◆ **Description of the task**:
An exact restatement of all the data is required, with the pictures left out.

◆ **Exercise data**:
● ● ●

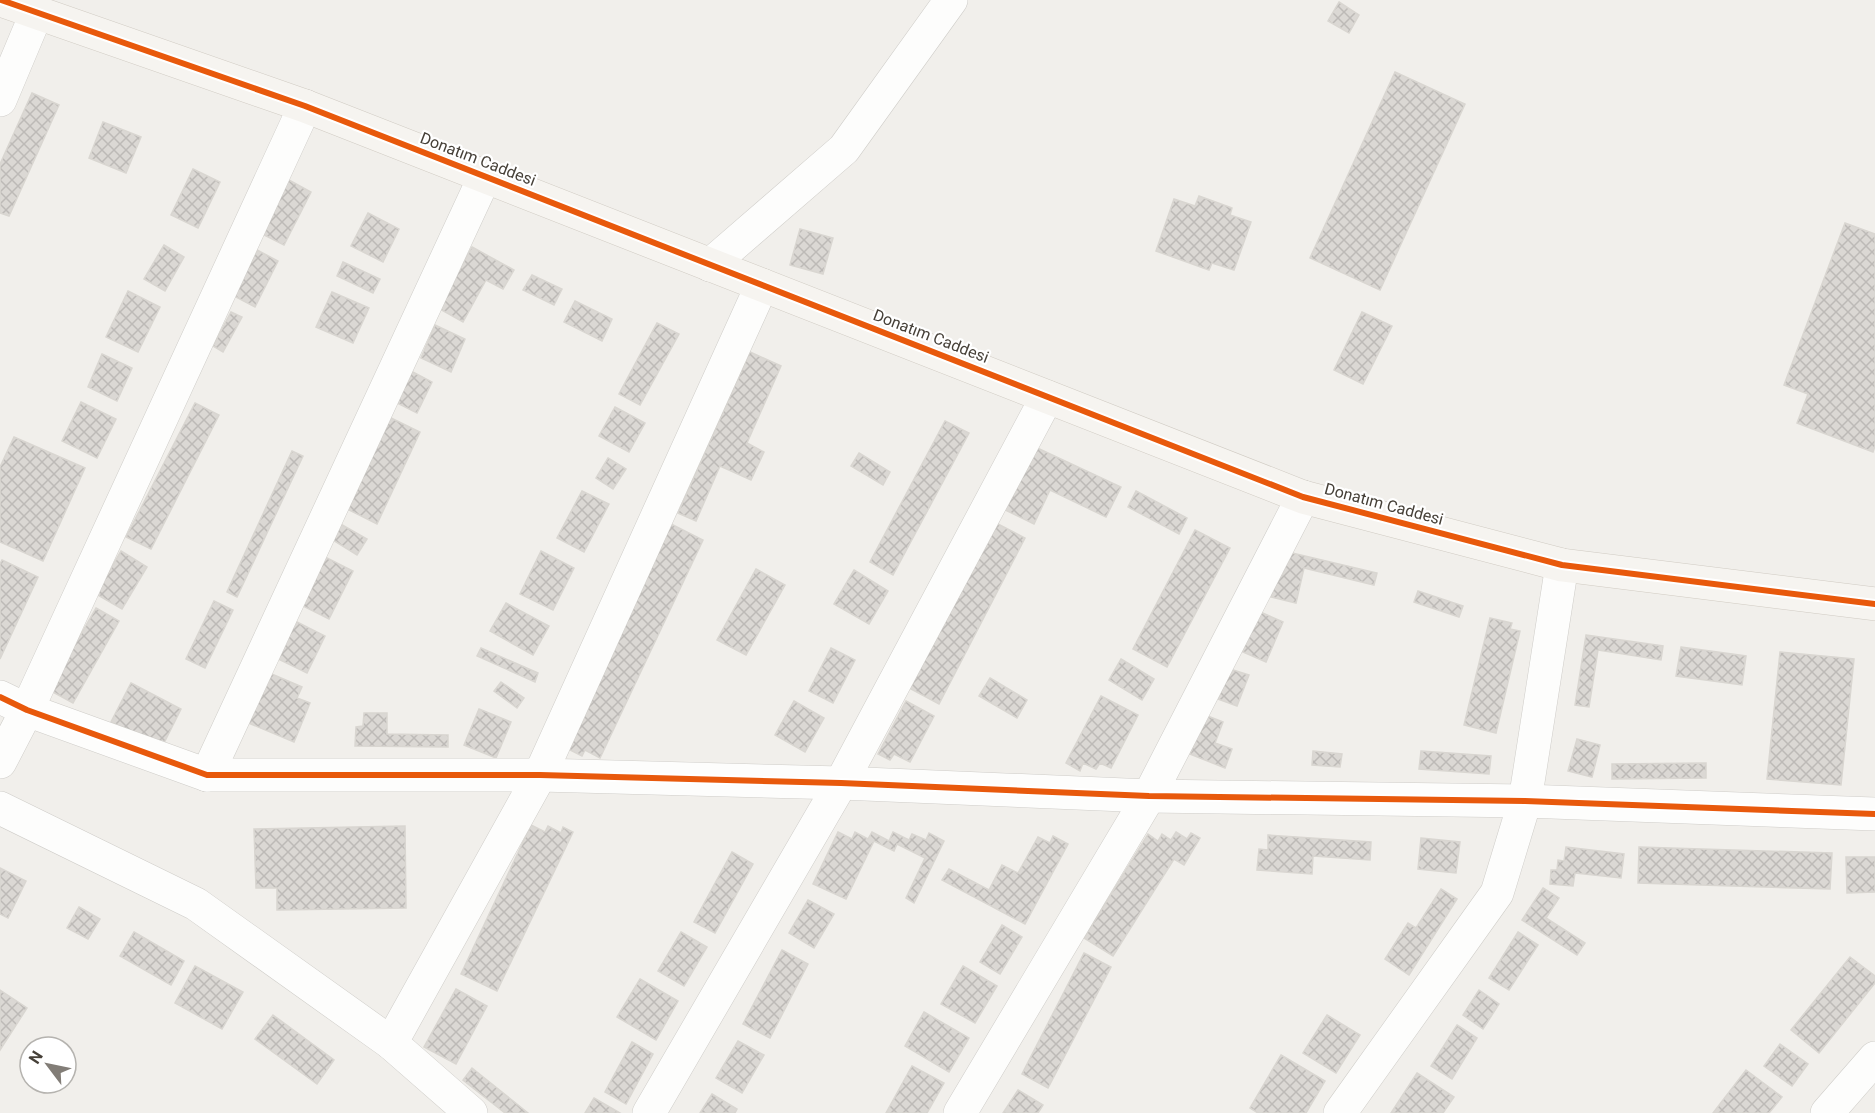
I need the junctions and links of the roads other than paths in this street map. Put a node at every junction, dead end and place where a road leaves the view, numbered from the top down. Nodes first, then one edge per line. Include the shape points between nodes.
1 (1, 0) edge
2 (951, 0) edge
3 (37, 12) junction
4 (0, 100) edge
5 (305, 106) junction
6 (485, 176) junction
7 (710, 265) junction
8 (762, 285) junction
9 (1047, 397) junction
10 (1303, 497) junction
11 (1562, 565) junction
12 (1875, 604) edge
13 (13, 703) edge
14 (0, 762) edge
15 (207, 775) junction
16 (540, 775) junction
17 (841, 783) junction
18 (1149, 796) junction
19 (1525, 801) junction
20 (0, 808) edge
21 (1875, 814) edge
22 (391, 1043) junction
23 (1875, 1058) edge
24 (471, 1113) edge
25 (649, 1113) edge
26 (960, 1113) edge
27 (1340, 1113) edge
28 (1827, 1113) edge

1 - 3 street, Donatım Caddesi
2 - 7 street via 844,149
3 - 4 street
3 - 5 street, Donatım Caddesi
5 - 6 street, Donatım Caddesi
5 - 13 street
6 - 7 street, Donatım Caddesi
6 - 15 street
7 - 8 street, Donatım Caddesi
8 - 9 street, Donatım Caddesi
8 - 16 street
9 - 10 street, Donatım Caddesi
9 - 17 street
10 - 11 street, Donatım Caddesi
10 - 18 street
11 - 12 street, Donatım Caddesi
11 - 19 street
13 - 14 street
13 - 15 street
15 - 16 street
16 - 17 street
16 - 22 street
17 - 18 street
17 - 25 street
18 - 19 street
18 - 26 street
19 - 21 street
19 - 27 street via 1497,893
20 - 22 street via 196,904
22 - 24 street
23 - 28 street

● ● ●

◆ **Solution to this problem**:
I need the junctions and links of the roads other than paths in this street map. Put a node at every junction, dead end and place where a road leaves the view, numbered from the top down. Nodes first, then one edge per line. Include the shape points between nodes.
1 (1, 0) edge
2 (951, 0) edge
3 (37, 12) junction
4 (0, 100) edge
5 (305, 106) junction
6 (485, 176) junction
7 (710, 265) junction
8 (762, 285) junction
9 (1047, 397) junction
10 (1303, 497) junction
11 (1562, 565) junction
12 (1875, 604) edge
13 (13, 703) edge
14 (0, 762) edge
15 (207, 775) junction
16 (540, 775) junction
17 (841, 783) junction
18 (1149, 796) junction
19 (1525, 801) junction
20 (0, 808) edge
21 (1875, 814) edge
22 (391, 1043) junction
23 (1875, 1058) edge
24 (471, 1113) edge
25 (649, 1113) edge
26 (960, 1113) edge
27 (1340, 1113) edge
28 (1827, 1113) edge

1 - 3 street, Donatım Caddesi
2 - 7 street via 844,149
3 - 4 street
3 - 5 street, Donatım Caddesi
5 - 6 street, Donatım Caddesi
5 - 13 street
6 - 7 street, Donatım Caddesi
6 - 15 street
7 - 8 street, Donatım Caddesi
8 - 9 street, Donatım Caddesi
8 - 16 street
9 - 10 street, Donatım Caddesi
9 - 17 street
10 - 11 street, Donatım Caddesi
10 - 18 street
11 - 12 street, Donatım Caddesi
11 - 19 street
13 - 14 street
13 - 15 street
15 - 16 street
16 - 17 street
16 - 22 street
17 - 18 street
17 - 25 street
18 - 19 street
18 - 26 street
19 - 21 street
19 - 27 street via 1497,893
20 - 22 street via 196,904
22 - 24 street
23 - 28 street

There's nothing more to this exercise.